■ **WORK REQUIRED**: Show all lines from the records below in which the string "hand" is present.

[Stored items from a collection]
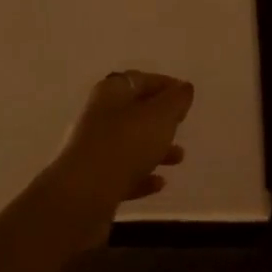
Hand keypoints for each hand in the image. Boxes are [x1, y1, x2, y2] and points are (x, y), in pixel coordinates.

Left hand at [52, 70, 193, 214]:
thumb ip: (175, 100)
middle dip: (161, 119)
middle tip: (182, 125)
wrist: (85, 192)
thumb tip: (183, 87)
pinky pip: (123, 172)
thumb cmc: (127, 143)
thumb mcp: (160, 116)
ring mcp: (93, 148)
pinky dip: (142, 176)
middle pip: (134, 112)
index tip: (186, 95)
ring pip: (130, 144)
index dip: (165, 85)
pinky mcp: (93, 179)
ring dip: (155, 149)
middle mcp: (99, 116)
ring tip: (179, 158)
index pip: (141, 80)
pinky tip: (159, 183)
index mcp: (112, 92)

■ **TASK OUTPUT**:
Hand keypoints for each hand in the image. Boxes are [x1, y1, x2, y2] and points are (x, y), in pixel coordinates.
Left hand at [52, 70, 193, 214]:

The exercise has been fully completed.